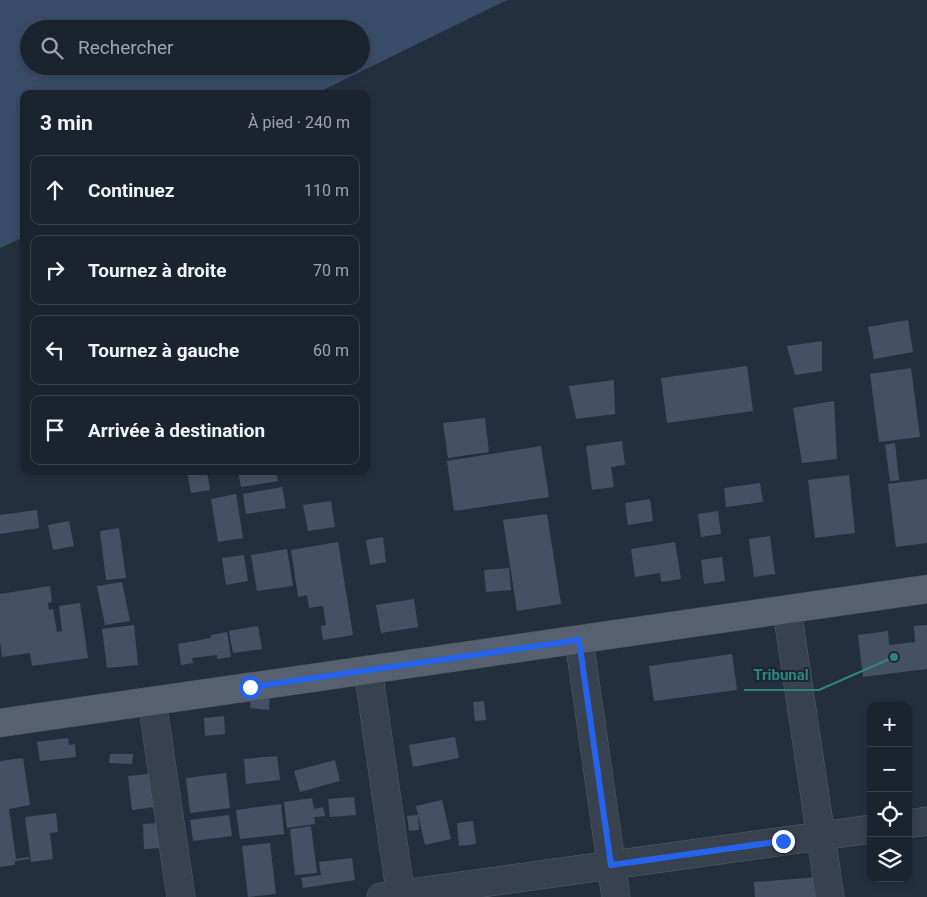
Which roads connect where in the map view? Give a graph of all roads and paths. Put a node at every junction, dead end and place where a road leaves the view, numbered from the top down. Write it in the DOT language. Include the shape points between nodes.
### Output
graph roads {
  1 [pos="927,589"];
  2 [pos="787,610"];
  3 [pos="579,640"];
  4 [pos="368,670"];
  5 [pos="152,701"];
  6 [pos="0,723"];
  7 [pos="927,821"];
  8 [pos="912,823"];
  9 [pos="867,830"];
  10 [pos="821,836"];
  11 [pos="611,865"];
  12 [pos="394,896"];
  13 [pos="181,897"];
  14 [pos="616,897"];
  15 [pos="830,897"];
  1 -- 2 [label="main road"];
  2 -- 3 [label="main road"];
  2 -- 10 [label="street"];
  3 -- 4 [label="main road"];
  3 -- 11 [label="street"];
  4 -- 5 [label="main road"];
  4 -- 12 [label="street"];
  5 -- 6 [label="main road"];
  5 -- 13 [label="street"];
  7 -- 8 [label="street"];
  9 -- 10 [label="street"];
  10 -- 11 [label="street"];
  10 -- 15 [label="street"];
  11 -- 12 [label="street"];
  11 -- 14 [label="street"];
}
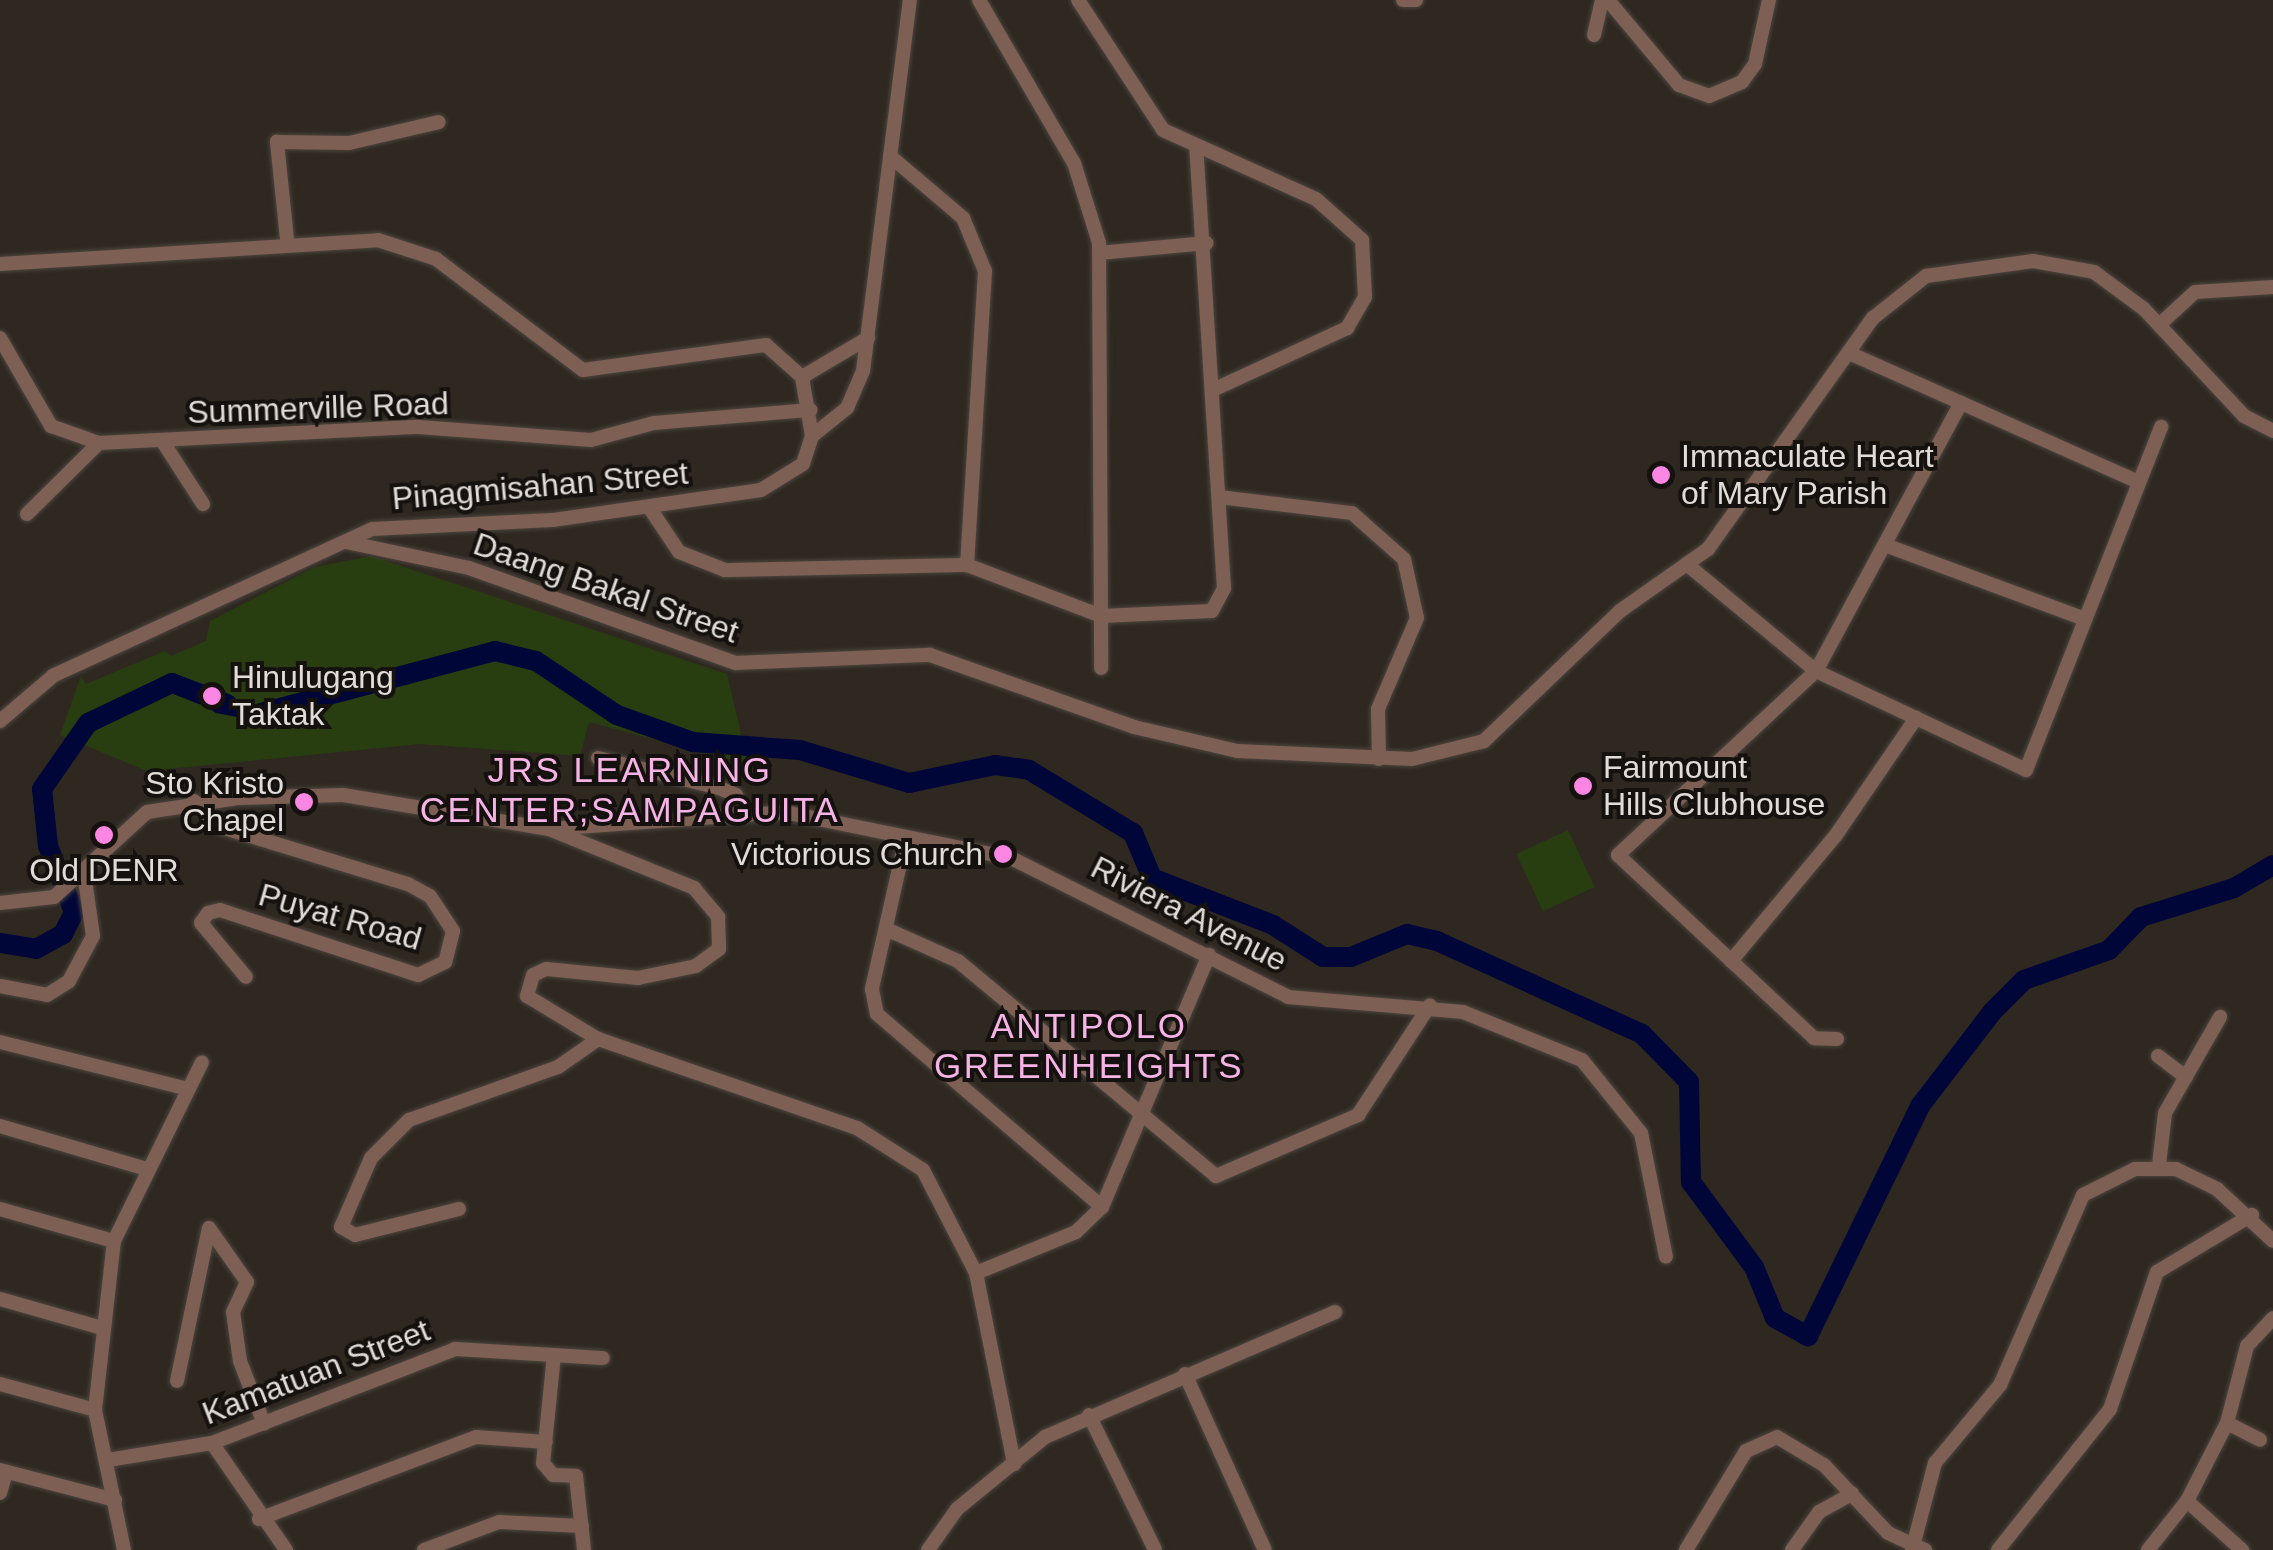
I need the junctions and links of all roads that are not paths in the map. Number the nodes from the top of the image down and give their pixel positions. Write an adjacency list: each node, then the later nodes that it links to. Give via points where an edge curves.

════════

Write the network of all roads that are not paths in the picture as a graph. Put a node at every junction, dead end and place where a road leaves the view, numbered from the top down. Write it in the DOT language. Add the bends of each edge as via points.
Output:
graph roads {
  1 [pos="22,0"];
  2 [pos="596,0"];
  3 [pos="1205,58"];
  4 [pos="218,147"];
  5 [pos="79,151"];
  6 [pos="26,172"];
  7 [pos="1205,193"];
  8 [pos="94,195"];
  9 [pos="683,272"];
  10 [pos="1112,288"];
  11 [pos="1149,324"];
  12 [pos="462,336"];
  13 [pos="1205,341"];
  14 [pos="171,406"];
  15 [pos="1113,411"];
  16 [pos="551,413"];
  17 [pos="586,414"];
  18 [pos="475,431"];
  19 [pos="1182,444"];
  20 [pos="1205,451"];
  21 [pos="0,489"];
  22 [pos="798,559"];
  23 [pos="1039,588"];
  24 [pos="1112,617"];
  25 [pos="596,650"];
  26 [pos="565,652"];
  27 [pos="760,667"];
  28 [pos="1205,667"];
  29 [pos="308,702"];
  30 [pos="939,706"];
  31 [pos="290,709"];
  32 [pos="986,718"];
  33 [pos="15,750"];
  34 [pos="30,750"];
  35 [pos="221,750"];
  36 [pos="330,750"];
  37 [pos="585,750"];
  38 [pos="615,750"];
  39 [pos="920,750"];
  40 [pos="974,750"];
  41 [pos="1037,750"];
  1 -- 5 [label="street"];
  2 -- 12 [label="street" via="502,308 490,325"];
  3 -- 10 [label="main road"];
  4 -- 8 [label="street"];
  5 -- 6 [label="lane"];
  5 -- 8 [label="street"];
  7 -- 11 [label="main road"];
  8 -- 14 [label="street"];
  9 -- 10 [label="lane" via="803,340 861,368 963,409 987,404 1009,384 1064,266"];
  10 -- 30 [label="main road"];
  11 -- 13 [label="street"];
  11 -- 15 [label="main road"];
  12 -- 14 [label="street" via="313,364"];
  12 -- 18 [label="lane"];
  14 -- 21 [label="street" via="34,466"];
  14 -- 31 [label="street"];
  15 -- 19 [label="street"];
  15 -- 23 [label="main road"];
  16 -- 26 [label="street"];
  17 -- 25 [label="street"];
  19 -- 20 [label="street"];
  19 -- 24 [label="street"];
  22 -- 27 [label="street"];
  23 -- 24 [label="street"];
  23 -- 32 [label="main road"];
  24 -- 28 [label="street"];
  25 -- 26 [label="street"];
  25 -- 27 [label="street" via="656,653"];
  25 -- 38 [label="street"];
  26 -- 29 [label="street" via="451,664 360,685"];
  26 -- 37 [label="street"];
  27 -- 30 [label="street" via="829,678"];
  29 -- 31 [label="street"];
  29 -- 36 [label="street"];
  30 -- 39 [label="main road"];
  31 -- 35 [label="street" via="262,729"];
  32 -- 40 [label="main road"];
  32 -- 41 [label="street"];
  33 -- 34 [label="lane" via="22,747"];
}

════════

Using the data above, count every line that contains the word "paths", then give the count and nothing more.

ANSWER BELOW: 3